Ma mère m’a publiquement humiliée parce que je portais l’enfant de mon défunt mari. Puis elle est arrivée avec trois inconnus et m’a chuchoté : «

Ma mère m’a publiquement humiliée parce que je portais l’enfant de mon défunt mari. Puis elle est arrivée avec trois inconnus et m’a chuchoté : «

Partie 2
Deux jours plus tard, ma mère a déposé une demande de tutelle d’urgence. Non pas pour mon bébé, mais pour moi. Dans sa requête, elle affirmait que j’étais mentalement instable, accablée par le chagrin, enceinte et inapte à gérer la succession de Daniel. Elle a joint des photos de la fête prénatale, soigneusement recadrées pour me montrer en train de partir en larmes. Elle a également produit des déclarations de Jonah, Victor et Paul, affirmant tous que j’avais crié, menacé les invités et admis ne pas connaître l’identité du père de l’enfant.

Des mensonges déguisés en documents légaux.
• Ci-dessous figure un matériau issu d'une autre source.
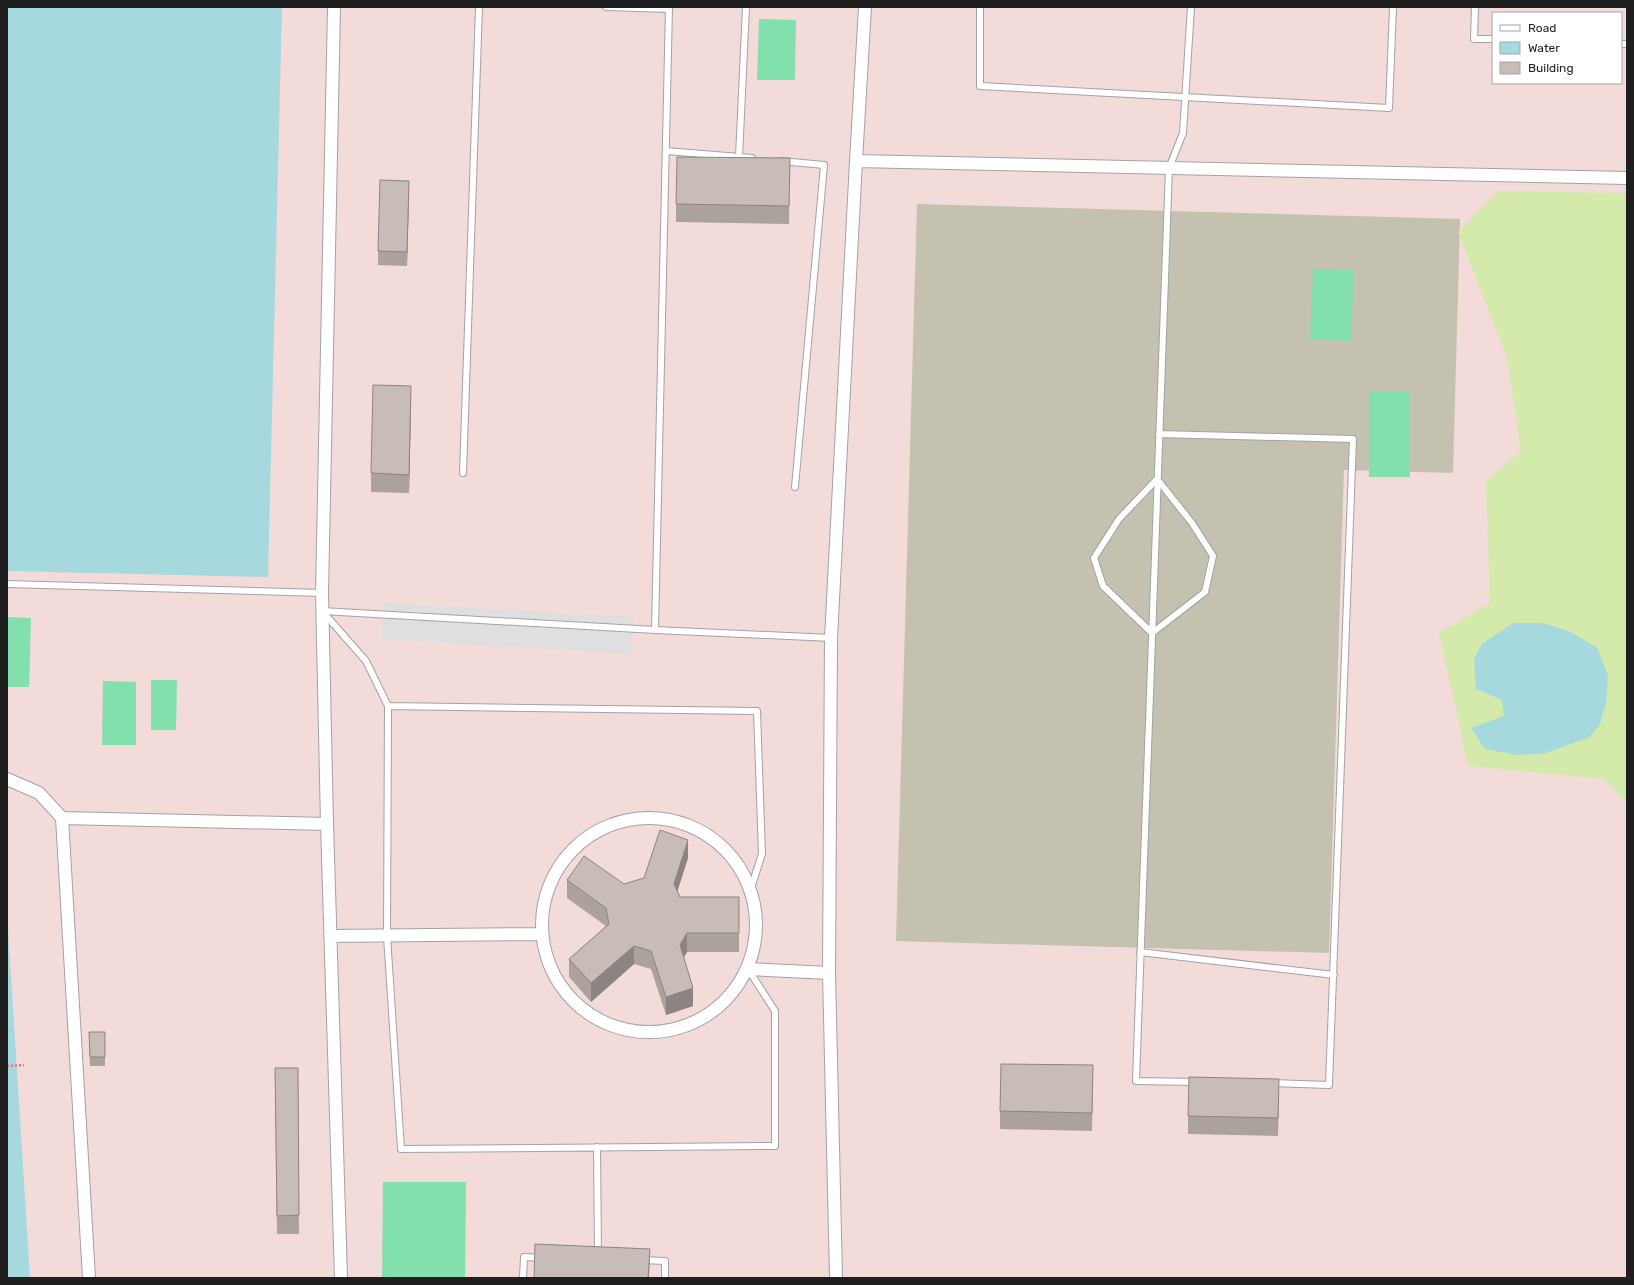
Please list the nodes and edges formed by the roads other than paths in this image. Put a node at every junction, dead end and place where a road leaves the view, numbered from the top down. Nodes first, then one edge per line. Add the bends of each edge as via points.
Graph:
1 (334, 7) edge
2 (479, 7) edge
3 (606, 7) edge
4 (746, 7) edge
5 (865, 7) edge
6 (980, 7) edge
7 (1191, 7) edge
8 (1393, 7) edge
9 (1475, 7) edge
10 (669, 8) edge
11 (1492, 39) edge
12 (1185, 98) junction
13 (666, 150) junction
14 (739, 157) junction
15 (762, 159) edge
16 (778, 160) edge
17 (856, 161) junction
18 (1169, 168) junction
19 (1627, 178) edge
20 (1159, 434) junction
21 (463, 473) dead end
22 (1157, 479) junction
23 (795, 487) dead end
24 (7, 584) edge
25 (322, 593) junction
26 (322, 611) junction
27 (655, 630) junction
28 (1152, 633) junction
29 (831, 638) junction
30 (388, 706) junction
31 (7, 779) edge
32 (62, 818) junction
33 (327, 824) junction
34 (751, 888) junction
35 (542, 934) junction
36 (330, 936) junction
37 (387, 936) junction
38 (1140, 952) junction
39 (748, 969) junction
40 (829, 973) junction
41 (1334, 975) junction
42 (1206, 1082) edge
43 (1268, 1083) edge
44 (597, 1148) junction
45 (546, 1258) edge
46 (591, 1259) edge
47 (598, 1259) junction
48 (605, 1259) edge
49 (635, 1260) edge
50 (89, 1278) edge
51 (341, 1278) edge
52 (523, 1278) edge
53 (665, 1278) edge
54 (836, 1278) edge

1 - 25 street
2 - 21 lane
3 - 10 lane
4 - 14 lane
5 - 17 street
6 - 12 lane via 980,86
7 - 12 lane
8 - 12 lane via 1388,108
9 - 11 lane via 1474,39
10 - 13 lane
12 - 18 lane via 1183,133
13 - 14 lane
13 - 27 lane
14 - 15 lane
16 - 23 lane via 824,165
17 - 18 street
17 - 29 street
18 - 19 street
18 - 20 lane
20 - 22 lane
20 - 41 lane via 1353,438
22 - 28 lane
22 - 28 lane via 1192,523 1212,556 1205,592
22 - 28 lane via 1119,519 1094,558 1103,586
24 - 25 lane
25 - 26 street
26 - 27 lane
26 - 30 lane via 366,661
26 - 33 street
27 - 29 lane
28 - 38 lane
29 - 40 street
30 - 34 lane via 757,711 762,854
30 - 37 lane
31 - 32 street via 39,794
32 - 33 street
32 - 50 street
33 - 36 street
34 - 35 street via 731,855 701,831 677,821 652,818 626,820 601,829 580,843 562,862 549,884 542,909
34 - 39 street via 757,922 756,943
35 - 37 street
35 - 39 street via 546,956 554,976 566,994 600,1021 620,1029 664,1032 705,1017 737,988
36 - 37 street
36 - 51 street
37 - 44 lane via 401,1149
38 - 41 lane
38 - 42 lane via 1136,1081
39 - 40 street
39 - 44 lane via 775,1011 775,1146
40 - 54 street
41 - 43 lane via 1330,1085
44 - 47 lane
45 - 52 lane via 524,1257
46 - 47 lane
47 - 48 lane
49 - 53 lane via 665,1261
Quand j’ai reçu la notification, j’ai ri. C’était un rire forcé, mais c’était quand même un rire. Monsieur Hayes, lui, n’a pas ri.

« Elle veut contrôler vos biens », a-t-il déclaré. « Si elle obtient la tutelle temporaire, elle peut bloquer vos comptes. »

«Elle ne gagnera pas.»

«Elle a des témoins.»

« J’en ai de meilleures. »

Cet après-midi-là, ma mère a appelé.

« Vous devriez régler cela discrètement », dit-elle.

« Régler quoi ? »

« Signez une autorisation financière temporaire me donnant le contrôle. Je protégerai l’argent jusqu’à ce que vous soyez rétabli(e). »

J’ai mis l’appel sur haut-parleur et j’ai appuyé sur enregistrer.

«Vous voulez dire l’argent de Daniel.»

« Je parle de l’argent de la famille. Ne sois pas égoïste. »

« Et les trois hommes ? »

Il y eut un silence.

“Amis.”

« Des amis qui ont menti pour toi ? »

Sa voix s’est aiguisée.

« Fais attention, Leah. »

La voilà, la vraie femme sous le parfum.

« Vous avez amené trois inconnus à ma fête prénatale pour me détruire. »

« Non », dit-elle froidement. « J’ai amené trois hommes qui savent comment fonctionne le monde. Paul connaît les juges. Victor connaît les banquiers. Jonah sait comment faire parler les gens. »

Ma main reposait sur mon ventre.

« Et qu’est-ce que tu en sais, maman ? »

«Je sais que tu es seul.»

C’était son erreur. Je n’étais pas seul. Le comptable de l’entreprise de Daniel a trouvé le premier indice. Paul avait tenté d’ouvrir une ligne de crédit en utilisant une autorisation falsifiée de la succession de Daniel. Victor avait contacté ma banque en se faisant passer pour mon représentant. Jonah avait envoyé des SMS à deux invités après la fête, leur proposant de l’argent s’ils acceptaient de dire qu’ils m’avaient vu ivre.

Chaque geste était maladroit. L’arrogance rend négligent. La preuve la plus flagrante provenait du système de sécurité de l’ancien bureau de Daniel. Ma mère s’y était rendue trois jours après les funérailles. Elle s’était assise dans le fauteuil de Daniel, souriant à Paul de l’autre côté du bureau.

La caméra l’a surprise en train de dire : « Dès que Leah sera déclarée instable, je signerai tout. Elle ne se battra jamais. Jamais. »

J’ai visionné la vidéo deux fois. Ensuite, j’en ai envoyé des copies à M. Hayes, à la mère de Daniel, au conseil d’administration de l’entreprise et à un journaliste que

 

je connaissais de l’université.

Ma mère pensait que ma grossesse m’avait affaiblie. Elle avait oublié que j’avais travaillé cinq ans comme experte-comptable judiciaire. Je ne me contentais pas de suivre l’argent. Je savais comment enterrer les gens en laissant leurs propres traces.